"""

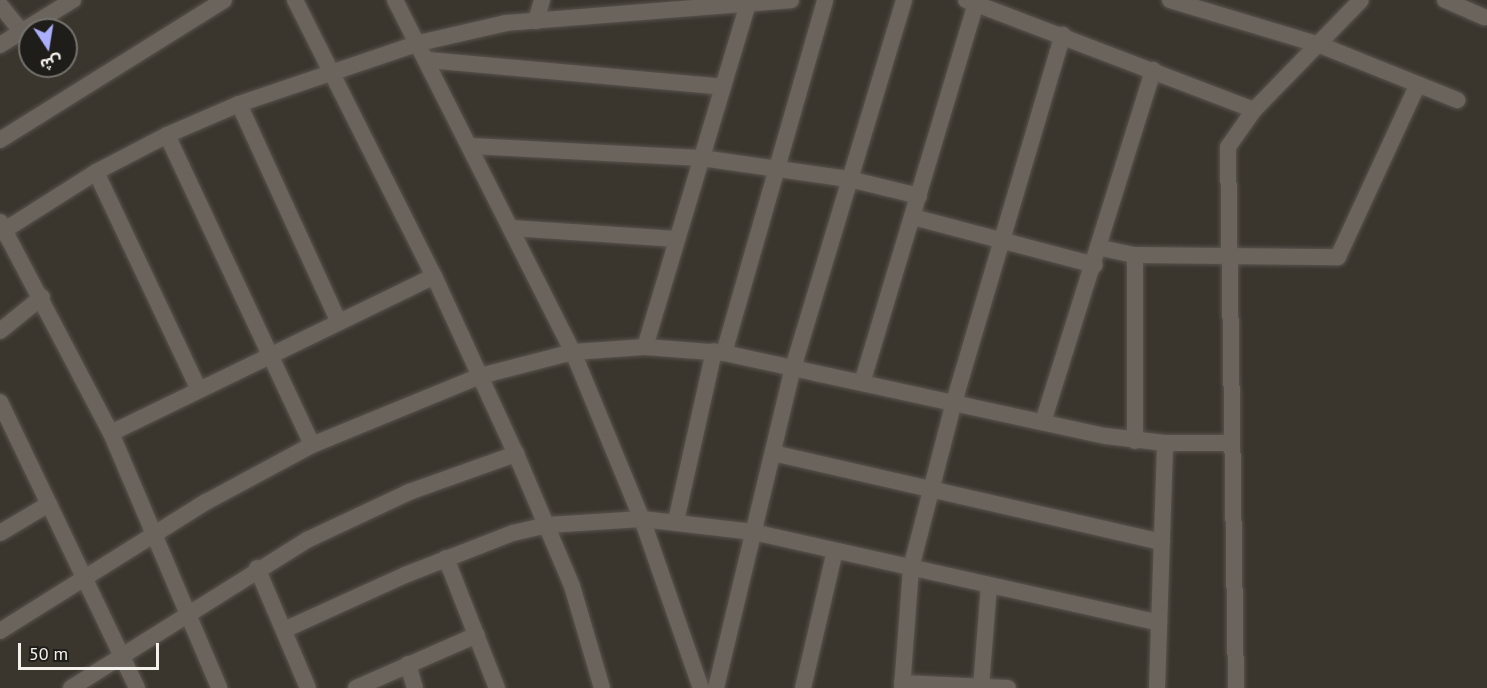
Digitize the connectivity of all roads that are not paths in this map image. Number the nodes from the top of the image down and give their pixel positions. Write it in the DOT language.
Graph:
graph roads {
  1 [pos="73,0"];
  2 [pos="224,0"];
  3 [pos="295,0"];
  4 [pos="395,0"];
  5 [pos="542,0"];
  6 [pos="790,0"];
  7 [pos="825,0"];
  8 [pos="904,0"];
  9 [pos="1170,0"];
  10 [pos="1361,0"];
  11 [pos="1445,0"];
  12 [pos="973,1"];
  13 [pos="748,3"];
  14 [pos="0,5"];
  15 [pos="622,8"];
  16 [pos="1484,17"];
  17 [pos="44,18"];
  18 [pos="536,21"];
  19 [pos="18,27"];
  20 [pos="18,34"];
  21 [pos="1063,35"];
  22 [pos="419,43"];
  23 [pos="0,45"];
  24 [pos="1320,45"];
  25 [pos="429,60"];
  26 [pos="333,70"];
  27 [pos="1153,70"];
  28 [pos="1417,86"];
  29 [pos="723,87"];
  30 [pos="1457,100"];
  31 [pos="239,104"];
  32 [pos="1254,110"];
  33 [pos="167,135"];
  34 [pos="0,140"];
  35 [pos="472,146"];
  36 [pos="702,158"];
  37 [pos="777,169"];
  38 [pos="96,172"];
  39 [pos="849,179"];
  40 [pos="919,196"];
  41 [pos="912,217"];
  42 [pos="1,228"];
  43 [pos="512,228"];
  44 [pos="677,239"];
  45 [pos="1001,241"];
  46 [pos="1101,248"];
  47 [pos="1135,255"];
  48 [pos="1230,258"];
  49 [pos="1095,266"];
  50 [pos="434,276"];
  51 [pos="42,297"];
  52 [pos="339,322"];
  53 [pos="0,331"];
  54 [pos="645,347"];
  55 [pos="573,352"];
  56 [pos="719,352"];
  57 [pos="270,356"];
  58 [pos="793,368"];
  59 [pos="480,376"];
  60 [pos="862,382"];
  61 [pos="199,390"];
  62 [pos="0,402"];
  63 [pos="954,402"];
  64 [pos="1043,422"];
  65 [pos="111,433"];
  66 [pos="1135,441"];
  67 [pos="1165,443"];
  68 [pos="1229,443"];
  69 [pos="312,445"];
  70 [pos="773,453"];
  71 [pos="516,454"];
  72 [pos="931,489"];
  73 [pos="50,504"];
  74 [pos="642,519"];
  75 [pos="675,521"];
  76 [pos="548,525"];
  77 [pos="753,532"];
  78 [pos="0,533"];
  79 [pos="155,533"];
  80 [pos="1162,542"];
  81 [pos="835,550"];
  82 [pos="446,558"];
  83 [pos="257,568"];
  84 [pos="911,568"];
  85 [pos="86,579"];
  86 [pos="989,585"];
  87 [pos="190,611"];
  88 [pos="1159,623"];
  89 [pos="284,630"];
  90 [pos="0,631"];
  91 [pos="477,635"];
  92 [pos="123,656"];
  93 [pos="408,664"];
  94 [pos="902,686"];
  95 [pos="981,687"];
  96 [pos="71,688"];
  97 [pos="137,688"];
  98 [pos="219,688"];
  99 [pos="308,688"];
  100 [pos="356,688"];
  101 [pos="415,688"];
  102 [pos="497,688"];
  103 [pos="602,688"];
  104 [pos="701,688"];
  105 [pos="716,688"];
  106 [pos="803,688"];
  107 [pos="1008,688"];
  108 [pos="1157,688"];
  109 [pos="1236,688"];
  1 -- 17 [label="street"];
  2 -- 34 [label="street"];
  3 -- 26 [label="street"];
  4 -- 22 [label="street"];
  5 -- 18 [label="street"];
  6 -- 13 [label="street"];
  7 -- 37 [label="street"];
  8 -- 39 [label="street"];
  9 -- 24 [label="street"];
  10 -- 24 [label="street"];
  11 -- 16 [label="street"];
  12 -- 21 [label="street"];
  12 -- 40 [label="street"];
  13 -- 15 [label="street"];
  13 -- 29 [label="street"];
  14 -- 19 [label="street"];
  15 -- 18 [label="street"];
  18 -- 22 [label="street"];
  20 -- 23 [label="street"];
  21 -- 27 [label="street"];
  21 -- 45 [label="street"];
  22 -- 25 [label="street"];
  22 -- 26 [label="street"];
  24 -- 28 [label="street"];
  24 -- 32 [label="street"];
  25 -- 29 [label="street"];
  25 -- 35 [label="street"];
  26 -- 31 [label="street"];
  26 -- 50 [label="street"];
  27 -- 32 [label="street"];
  27 -- 46 [label="street"];
  28 -- 30 [label="street"];
  28 -- 48 [label="street"];
  29 -- 36 [label="street"];
  31 -- 33 [label="street"];
  31 -- 52 [label="street"];
  32 -- 48 [label="street"];
  33 -- 38 [label="street"];
  33 -- 57 [label="street"];
  35 -- 36 [label="street"];
  35 -- 43 [label="street"];
  36 -- 37 [label="street"];
  36 -- 44 [label="street"];
  37 -- 39 [label="street"];
  37 -- 56 [label="street"];
  38 -- 42 [label="street"];
  38 -- 61 [label="street"];
  39 -- 40 [label="street"];
  39 -- 58 [label="street"];
  40 -- 41 [label="street"];
  41 -- 45 [label="street"];
  41 -- 60 [label="street"];
  42 -- 51 [label="street"];
  43 -- 44 [label="street"];
  43 -- 55 [label="street"];
  44 -- 54 [label="street"];
  45 -- 49 [label="street"];
  45 -- 63 [label="street"];
  46 -- 47 [label="street"];
  46 -- 49 [label="street"];
  47 -- 48 [label="street"];
  47 -- 66 [label="street"];
  48 -- 68 [label="street"];
  49 -- 64 [label="street"];
  50 -- 52 [label="street"];
  50 -- 59 [label="street"];
  51 -- 53 [label="street"];
  51 -- 65 [label="street"];
  52 -- 57 [label="street"];
  54 -- 55 [label="street"];
  54 -- 56 [label="street"];
  55 -- 59 [label="street"];
  55 -- 74 [label="street"];
  56 -- 58 [label="street"];
  56 -- 75 [label="street"];
  57 -- 61 [label="street"];
  57 -- 69 [label="street"];
  58 -- 60 [label="street"];
  58 -- 70 [label="street"];
  59 -- 69 [label="street"];
  59 -- 71 [label="street"];
  60 -- 63 [label="street"];
  61 -- 65 [label="street"];
  62 -- 73 [label="street"];
  63 -- 64 [label="street"];
  63 -- 72 [label="street"];
  64 -- 66 [label="street"];
  65 -- 79 [label="street"];
  66 -- 67 [label="street"];
  67 -- 68 [label="street"];
  67 -- 80 [label="street"];
  68 -- 109 [label="street"];
  69 -- 79 [label="street"];
  70 -- 72 [label="street"];
  70 -- 77 [label="street"];
  71 -- 76 [label="street"];
  71 -- 83 [label="street"];
  72 -- 80 [label="street"];
  72 -- 84 [label="street"];
  73 -- 78 [label="street"];
  73 -- 85 [label="street"];
  74 -- 75 [label="street"];
  74 -- 76 [label="street"];
  74 -- 104 [label="street"];
  75 -- 77 [label="street"];
  76 -- 82 [label="street"];
  76 -- 103 [label="street"];
  77 -- 81 [label="street"];
  77 -- 105 [label="street"];
  79 -- 85 [label="street"];
  79 -- 87 [label="street"];
  80 -- 88 [label="street"];
  81 -- 84 [label="street"];
  81 -- 106 [label="street"];
  82 -- 89 [label="street"];
  82 -- 91 [label="street"];
  83 -- 87 [label="street"];
  83 -- 89 [label="street"];
  84 -- 86 [label="street"];
  84 -- 94 [label="street"];
  85 -- 90 [label="street"];
  85 -- 92 [label="street"];
  86 -- 88 [label="street"];
  86 -- 95 [label="street"];
  87 -- 92 [label="street"];
  87 -- 98 [label="street"];
  88 -- 108 [label="street"];
  89 -- 99 [label="street"];
  91 -- 93 [label="street"];
  91 -- 102 [label="street"];
  92 -- 96 [label="street"];
  92 -- 97 [label="street"];
  93 -- 100 [label="street"];
  93 -- 101 [label="street"];
  94 -- 95 [label="street"];
  95 -- 107 [label="street"];
}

"""

Return, in full, every line of these entries that holds "roads".

| ANSWER TO THE PROBLEM |
Digitize the connectivity of all roads that are not paths in this map image. Number the nodes from the top of the image down and give their pixel positions. Write it in the DOT language.
graph roads {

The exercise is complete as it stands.